Le colonel avait reçu de France une lettre qui l’avait fort affecté ; d’ailleurs, depuis quelque temps, il semblait triste, inquiet, préoccupé ; le lendemain du jour où il avait reçu la lettre, qu’il avait du reste anéantie, au milieu de la nuit, pendant que le camp dormait, le colonel s’était tué en se tirant deux coups de pistolet en pleine figure ; il avait été défiguré de telle sorte, qu’on ne l’avait reconnu qu’à son uniforme et à une bague qu’il portait constamment au petit doigt de la main gauche.

Le policier se retira désespéré : volontiers il se serait arraché les cheveux de rage de n’avoir pas réussi à s’emparer du colonel ; mais la mort du coupable annulait toutes poursuites.

Huit jours plus tard il s’embarqua pour la France, l’oreille basse et l’air penaud, comme un renard qu’une poule aurait pris.

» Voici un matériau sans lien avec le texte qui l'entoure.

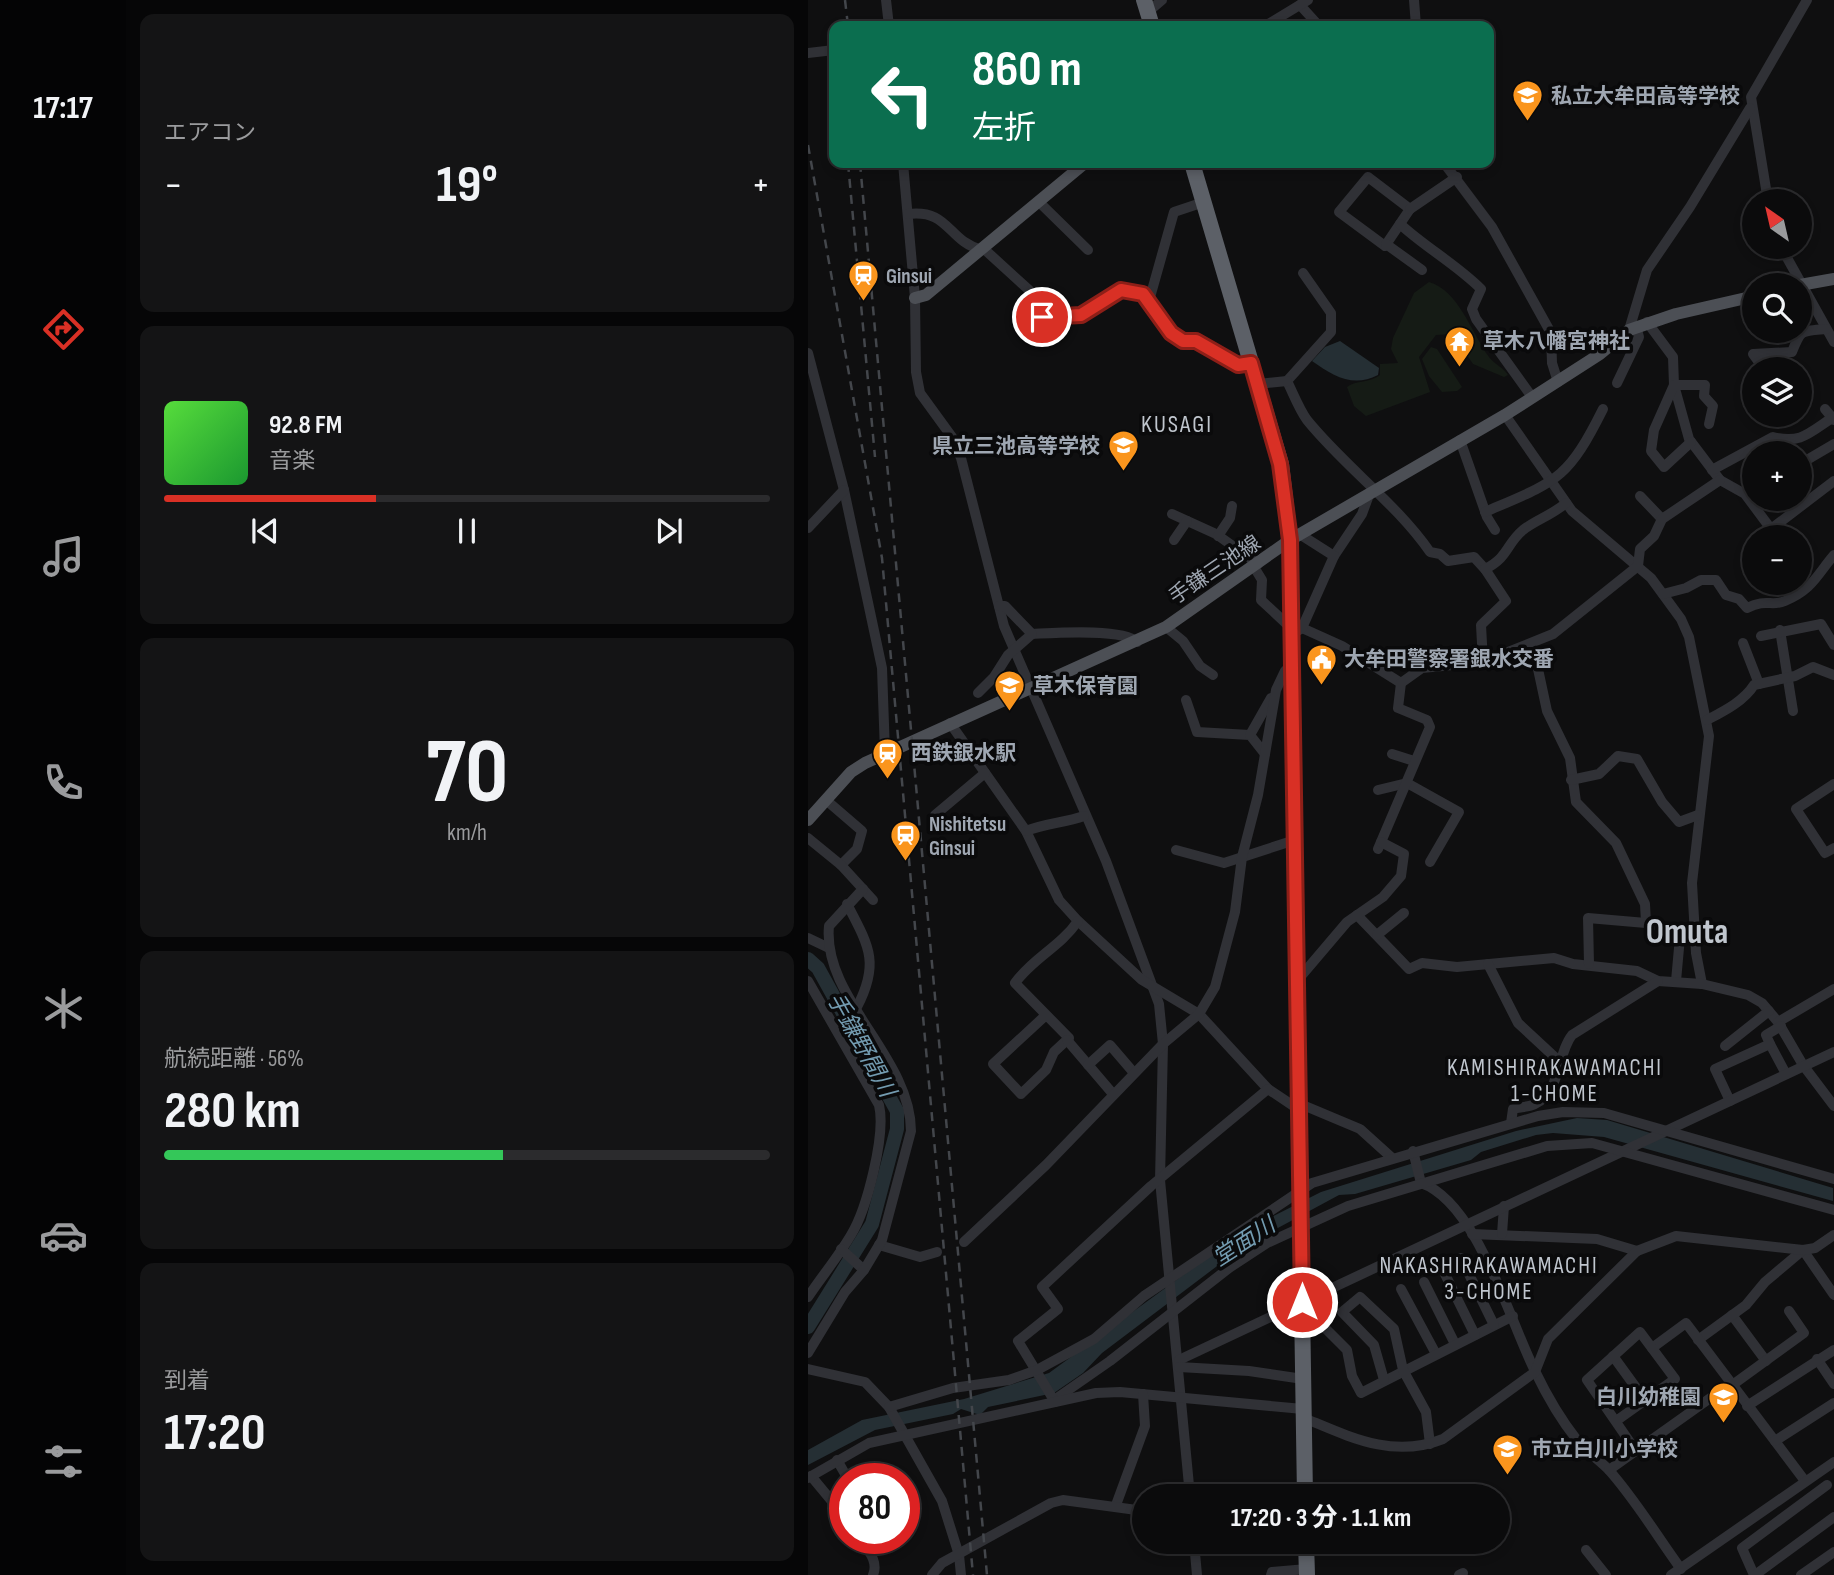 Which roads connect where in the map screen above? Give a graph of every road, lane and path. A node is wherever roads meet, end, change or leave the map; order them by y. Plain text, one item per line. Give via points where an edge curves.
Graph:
1 (886, 0) edge
2 (1162, 0) edge
3 (1414, 0) edge
4 (1807, 0) edge
5 (1304, 2) edge
6 (1148, 13) edge
7 (888, 21) edge
8 (1273, 21) edge
9 (1316, 21) edge
10 (1416, 21) edge
11 (829, 51) edge
12 (808, 53) edge
13 (1750, 108) junction
14 (903, 168) edge
15 (1079, 168) edge
16 (1194, 168) edge
17 (1449, 168) edge
18 (1457, 177) junction
19 (1766, 189) edge
20 (1204, 202) junction
21 (1040, 203) junction
22 (1410, 209) junction
23 (908, 214) junction
24 (1400, 224) junction
25 (1386, 244) junction
26 (983, 249) junction
27 (1088, 250) dead end
28 (1422, 270) dead end
29 (1303, 273) dead end
30 (1834, 278) edge
31 (1812, 283) edge
32 (915, 298) junction
33 (1742, 299) edge
34 (1149, 301) junction
35 (1812, 304) edge
36 (1637, 326) junction
37 (1826, 329) junction
38 (1834, 342) edge
39 (808, 353) edge
40 (1755, 357) edge
41 (1251, 363) junction
42 (1287, 381) junction
43 (1558, 382) junction
44 (1617, 383) dead end
45 (1258, 384) junction
46 (1674, 385) junction
47 (819, 397) junction
48 (1532, 397) junction
49 (808, 403) edge
50 (1604, 410) dead end
51 (1505, 415) junction
52 (1830, 416) edge
53 (1709, 424) dead end
54 (1460, 440) junction
55 (1691, 442) junction
56 (1834, 444) edge
57 (1812, 457) edge
58 (1712, 470) junction
59 (1720, 480) junction
60 (1834, 481) edge
61 (1551, 484) junction
62 (1742, 489) edge
63 (844, 490) junction
64 (1372, 494) junction
65 (1640, 496) dead end
66 (1812, 498) edge
67 (1566, 503) junction
68 (1232, 506) dead end
69 (1761, 511) edge
70 (1795, 511) edge
71 (1485, 512) junction
72 (1172, 514) dead end
73 (1662, 519) junction
74 (1187, 521) junction
75 (808, 528) edge
76 (1495, 530) dead end
77 (1218, 536) junction
78 (1296, 538) junction
79 (1174, 540) dead end
80 (1834, 555) edge
81 (1334, 556) junction
82 (1256, 565) junction
83 (1638, 566) junction
84 (1485, 569) junction
85 (1663, 594) junction
86 (999, 606) junction
87 (1166, 627) junction
88 (1780, 630) junction
89 (1295, 631) junction
90 (1032, 634) junction
91 (1761, 636) dead end
92 (1137, 642) junction
93 (1743, 643) dead end
94 (1834, 645) edge
95 (1528, 646) junction
96 (1014, 651) junction
97 (1483, 662) junction
98 (1292, 664) junction
99 (1832, 670) edge
100 (1213, 675) dead end
101 (1788, 678) junction
102 (1401, 683) junction
103 (1759, 684) junction
104 (1029, 688) junction
105 (1276, 690) junction
106 (978, 693) dead end
107 (1186, 700) dead end
108 (1793, 711) dead end
109 (1707, 720) junction
110 (950, 723) junction
111 (1250, 735) junction
112 (885, 753) junction
113 (1265, 754) junction
114 (1392, 754) dead end
115 (1414, 761) junction
116 (985, 773) junction
117 (1571, 780) junction
118 (1407, 783) junction
119 (1834, 784) edge
120 (1378, 790) dead end
121 (826, 800) junction
122 (935, 815) dead end
123 (1698, 815) junction
124 (1084, 816) junction
125 (808, 820) edge
126 (1026, 831) junction
127 (808, 838) edge
128 (1295, 840) junction
129 (1834, 848) edge
130 (1176, 850) dead end
131 (1242, 857) junction
132 (1430, 862) dead end
133 (841, 865) junction
134 (863, 889) junction
135 (873, 900) dead end
136 (847, 904) junction
137 (1404, 913) dead end
138 (1357, 915) junction
139 (1078, 921) junction
140 (1646, 923) junction
141 (1377, 935) junction
142 (808, 938) edge
143 (829, 948) junction
144 (1488, 964) junction
145 (1589, 964) junction
146 (808, 981) edge
147 (1658, 981) junction
148 (1676, 981) junction
149 (1296, 982) junction
150 (1149, 984) junction
151 (1702, 984) junction
152 (1834, 989) edge
153 (857, 1007) junction
154 (1769, 1011) junction
155 (1199, 1014) junction
156 (1046, 1015) junction
157 (1780, 1024) junction
158 (1066, 1040) junction
159 (1163, 1044) junction
160 (1770, 1044) junction
161 (1725, 1046) dead end
162 (1834, 1052) edge
163 (1560, 1062) junction
164 (1088, 1065) junction
165 (1803, 1065) junction
166 (1134, 1073) junction
167 (1786, 1074) junction
168 (1268, 1089) junction
169 (1113, 1094) junction
170 (1730, 1101) junction
171 (1298, 1106) junction
172 (1834, 1106) edge
173 (1511, 1123) junction
174 (1664, 1131) junction
175 (1625, 1150) junction
176 (1413, 1151) junction
177 (1391, 1157) junction
178 (1834, 1179) edge
179 (1160, 1180) junction
180 (1421, 1183) junction
181 (1301, 1191) junction
182 (1504, 1206) junction
183 (1834, 1210) edge
184 (1302, 1226) junction
185 (1469, 1229) junction
186 (1502, 1234) junction
187 (1834, 1235) edge
188 (964, 1242) dead end
189 (879, 1245) junction
190 (841, 1249) junction
191 (1803, 1250) junction
192 (1637, 1251) junction
193 (937, 1252) dead end
194 (864, 1270) junction
195 (1168, 1281) junction
196 (1424, 1282) dead end
197 (1401, 1289) dead end
198 (1834, 1295) edge
199 (808, 1297) edge
200 (1302, 1302) junction
201 (1173, 1311) junction
202 (1789, 1311) dead end
203 (1732, 1315) junction
204 (1513, 1316) junction
205 (1322, 1325) dead end
206 (1495, 1325) junction
207 (1421, 1326) junction
208 (1475, 1335) junction
209 (1698, 1340) junction
210 (1455, 1344) junction
211 (1652, 1348) junction
212 (1834, 1350) edge
213 (808, 1353) edge
214 (1436, 1354) junction
215 (1613, 1356) junction
216 (1817, 1359) junction
217 (1424, 1360) junction
218 (1766, 1361) junction
219 (1179, 1364) junction
220 (808, 1369) edge
221 (1403, 1370) junction
222 (1535, 1372) junction
223 (1038, 1373) junction
224 (1303, 1379) junction
225 (1384, 1381) junction
226 (1834, 1384) edge
227 (1731, 1385) junction
228 (1143, 1394) junction
229 (1182, 1398) junction
230 (1645, 1400) junction
231 (1054, 1401) junction
232 (1834, 1403) edge
233 (1747, 1406) junction
234 (889, 1407) junction
235 (1304, 1413) junction
236 (1616, 1421) junction
237 (904, 1433) junction
238 (1775, 1441) junction
239 (1430, 1444) junction
240 (1636, 1451) junction
241 (837, 1460) junction
242 (1834, 1462) edge
243 (839, 1463) edge
244 (1609, 1470) junction
245 (1818, 1473) junction
246 (810, 1477) edge
247 (1806, 1481) junction
248 (1189, 1484) edge
249 (1305, 1484) edge
250 (1830, 1489) edge
251 (829, 1499) edge
252 (1117, 1505) junction
253 (1132, 1508) edge
254 (1834, 1517) edge
255 (1586, 1550) dead end
256 (1834, 1552) edge
257 (870, 1554) edge
258 (1195, 1554) edge
259 (1306, 1554) edge
260 (959, 1555) junction
261 (1307, 1572) edge
262 (1676, 1572) edge
263 (873, 1575) edge
264 (932, 1575) edge
265 (961, 1575) edge
266 (1197, 1575) edge
267 (1271, 1575) edge
268 (1606, 1575) edge
269 (1754, 1575) edge
270 (1801, 1575) edge

1 - 7 street
2 - 6 street
3 - 10 street
4 - 13 street via 1755,88
5 - 8 street
5 - 9 street
11 - 12 street
13 - 19 street
13 - 36 street via 1647,270
14 - 23 street
15 - 21 main road
16 - 20 highway
17 - 18 street
18 - 22 street
18 - 43 street via 1492,228 1551,333
20 - 34 street via 1174,212
20 - 41 highway
21 - 26 main road
21 - 27 street
22 - 24 street
22 - 25 street via 1368,177 1339,212
23 - 26 street via 935,215 966,244
23 - 32 street
24 - 25 street
24 - 48 street via 1422,244 1458,265 1481,289 1472,309 1476,319
25 - 28 street
26 - 32 main road via 926,295
26 - 34 street via 1029,290 1042,317 1081,315 1121,290 1143,294
29 - 42 street via 1331,313 1331,332
30 - 31 main road
32 - 86 street via 916,372 921,393 961,458
33 - 36 main road, 手鎌三池線
34 - 41 street via 1171,333 1183,341 1196,341 1238,365
35 - 37 street
36 - 43 main road, 手鎌三池線
36 - 44 street via 1639,337
36 - 46 street via 1673,357
37 - 38 street
37 - 40 street via 1797,335 1792,352 1753,354
39 - 47 street
41 - 45 highway
42 - 45 street
42 - 64 street via 1306,419
43 - 48 main road, 手鎌三池線
45 - 78 highway
46 - 53 street via 1705,385 1704,396 1713,406
46 - 55 street
46 - 55 street via 1654,430 1651,451 1664,467
47 - 49 street
47 - 63 street
48 - 51 main road, 手鎌三池線
50 - 61 street via 1574,463
51 - 54 main road, 手鎌三池線
51 - 61 street
52 - 58 street via 1801,439 1792,442 1773,437
54 - 64 main road, 手鎌三池線
54 - 71 street
55 - 58 street
56 - 57 street
58 - 59 street
59 - 62 street
59 - 73 street
60 - 66 street
61 - 67 street
61 - 71 street
63 - 75 street
63 - 112 street via 882,668
64 - 78 main road, 手鎌三池線
64 - 81 street
64 - 84 street via 1414,530 1430,552 1448,561 1474,557
65 - 73 street
67 - 83 street
67 - 84 street via 1523,530 1501,562
68 - 77 street
69 - 70 street via 1771,529
71 - 76 street
72 - 74 street
73 - 83 street via 1654,536 1640,549
74 - 77 street
74 - 79 street
77 - 82 street
78 - 81 street
78 - 82 main road, 手鎌三池線
78 - 89 highway
80 - 85 street via 1818,580 1786,601 1762,600 1747,608 1708,578
81 - 89 street
82 - 87 main road, 手鎌三池線
82 - 89 street via 1262,580 1261,600
83 - 85 street
83 - 95 street via 1562,627
84 - 97 street via 1506,601 1481,625
85 - 109 street via 1689,638
86 - 90 street via 1005,606
86 - 96 street
87 - 92 main road, 手鎌三池線
87 - 100 street
88 - 91 street
88 - 94 street via 1821,624
88 - 101 street
89 - 98 highway
89 - 102 street via 1342,646
90 - 92 street via 1081,631 1131,636
90 - 96 street
92 - 104 main road, 手鎌三池線
93 - 103 street
95 - 97 street
95 - 117 street via 1547,711 1570,758
96 - 104 street
96 - 106 street
97 - 102 street via 1422,668
98 - 105 street
98 - 128 highway
99 - 101 street via 1813,667
101 - 103 street
101 - 108 street
102 - 115 street via 1398,709 1429,723
103 - 109 street
104 - 110 main road, 手鎌三池線
104 - 124 street
105 - 111 street
105 - 113 street
107 - 111 street via 1197,733
109 - 123 street via 1709,736
110 - 112 main road, 手鎌三池線
110 - 116 street
111 - 113 street
112 - 121 main road, 手鎌三池線 via 851,772
113 - 131 street
114 - 115 street
115 - 118 street
116 - 122 street
116 - 126 street
117 - 123 street via 1599,774 1618,756 1637,759 1662,802 1680,822
117 - 140 street via 1576,802 1615,843 1645,904
118 - 120 street
118 - 132 street via 1459,812
118 - 138 street via 1379,845 1404,854 1404,871 1383,897
119 - 129 street via 1796,809 1825,853
121 - 125 main road, 手鎌三池線
121 - 133 street via 862,831 857,849
123 - 151 street via 1692,883
124 - 126 street
124 - 150 street via 1115,884
126 - 139 street via 1059,900
127 - 133 street
128 - 131 street
128 - 149 highway
130 - 131 street via 1211,862
131 - 155 street via 1223,963
133 - 134 street
134 - 135 street
134 - 136 street
136 - 143 street via 829,926
136 - 153 street via 869,946 872,974
137 - 141 street
138 - 141 street
138 - 149 street
139 - 150 street
139 - 156 street via 1065,940 1028,966 1015,983
140 - 145 street via 1588,918
140 - 148 street via 1674,930 1680,937
141 - 144 street via 1409,969 1422,962 1457,967
142 - 143 street
143 - 153 street
144 - 145 street via 1554,958
144 - 163 street via 1518,1023
145 - 147 street via 1637,971
146 - 190 street via 882,1115 862,1210
147 - 148 street
147 - 163 street via 1572,1035
148 - 151 street
149 - 171 highway
150 - 155 street
150 - 159 street via 1159,1004
151 - 154 street via 1748,995
152 - 157 street
153 - 189 street via 903,1087 911,1117 888,1224
154 - 157 street
154 - 161 street
155 - 159 street
155 - 168 street
156 - 158 street via 1069,1038
156 - 158 street via 993,1064 1021,1094 1046,1070
157 - 160 street via 1766,1035
157 - 165 street
158 - 164 street
159 - 166 street
159 - 179 street
160 - 167 street
160 - 170 street via 1715,1069
162 - 165 street
163 - 173 street via 1544,1096 1535,1104 1513,1109
164 - 166 street via 1110,1045
164 - 169 street
165 - 167 street
165 - 172 street
166 - 169 street
167 - 170 street
168 - 171 street
168 - 179 street
169 - 188 street
170 - 174 street
171 - 177 street via 1360,1129
171 - 181 highway
173 - 174 street via 1587,1111
173 - 176 street
174 - 175 street
174 - 178 street
175 - 180 street via 1592,1143 1561,1144
175 - 182 street
175 - 183 street
176 - 177 street
176 - 180 street
177 - 181 street
179 - 195 street
179 - 223 street via 1041,1287 1058,1310 1018,1341
180 - 184 street
180 - 185 street via 1455,1209
181 - 184 highway
181 - 195 street
182 - 185 street
182 - 186 street
184 - 200 highway
184 - 201 street via 1257,1249
185 - 186 street
185 - 200 street
185 - 204 street
186 - 192 street via 1597,1239
187 - 191 street
189 - 193 street via 920,1257
189 - 194 street
190 - 194 street
190 - 199 street
191 - 192 street via 1676,1236
191 - 198 street
191 - 203 street
192 - 222 street via 1548,1339
194 - 213 street
195 - 201 street
195 - 223 street via 1094,1339
196 - 210 street
197 - 207 street
200 - 219 street
200 - 224 highway
201 - 219 street
201 - 231 street
202 - 218 street via 1804,1333
203 - 209 street
203 - 218 street
204 - 206 street
204 - 222 street
205 - 225 street via 1347,1350 1361,1393
206 - 208 street
206 - 208 street via 1461,1258 1443,1270
207 - 214 street
207 - 217 street
208 - 210 street
209 - 211 street via 1686,1323
209 - 227 street
210 - 214 street
211 - 215 street via 1640,1332
211 - 230 street via 1675,1379
212 - 216 street
214 - 217 street
215 - 230 street
215 - 236 street via 1587,1380
216 - 226 street
216 - 233 street
217 - 221 street
218 - 227 street
219 - 224 street
219 - 229 street
220 - 234 street via 865,1382
221 - 225 street
221 - 225 street via 1394,1329 1360,1297 1342,1312 1374,1345
221 - 239 street via 1426,1412
222 - 239 street
222 - 244 street via 1577,1440
223 - 231 street
223 - 234 street via 953,1388
224 - 235 highway
227 - 233 street
227 - 240 street
228 - 229 street
228 - 231 street via 1096,1394
228 - 252 street via 1145,1426
229 - 235 street
229 - 248 street
230 - 236 street
231 - 237 street
232 - 238 street
233 - 238 street
234 - 237 street
235 - 239 street via 1379,1446
235 - 249 highway
236 - 240 street
237 - 241 street via 858,1447
237 - 260 street via 942,1502
238 - 247 street
240 - 244 street
241 - 243 street
241 - 246 street
242 - 245 street
244 - 262 street
245 - 247 street
245 - 250 street
246 - 251 street
247 - 262 street
250 - 269 street via 1742,1548
252 - 253 street
252 - 260 street via 1051,1503
254 - 269 street
255 - 268 street
256 - 270 street
257 - 263 street via 876,1569
258 - 266 street
259 - 261 highway
260 - 264 street via 942,1563
260 - 265 street
261 - 267 street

Deux jours auparavant, vers deux heures du matin, deux hommes s’étaient embarqués furtivement à Arzew, sur un smuggler espagnol.

L’un de ces deux hommes était le marquis, l’autre son fidèle matelot Sébastian.

Ainsi tous deux, le mari et la femme, se croyaient mutuellement morts, et se sauvaient chacun dans des directions différentes.

En annonçant cette nouvelle à la marquise, installée depuis dix jours à Paris, avenue Montaigne, le docteur d’Hérigoyen ajoutait en post-scriptum :

« Ne vous réjouissez pas trop de cette mort, madame. Qui sait si votre mari, sans s’en douter, n’a pas suivi l’exemple que vous lui avez donné ? On peut tout supposer d’un homme de cette trempe. »

Le docteur d’Hérigoyen avait flairé la fourberie, si adroitement exécutée par le marquis.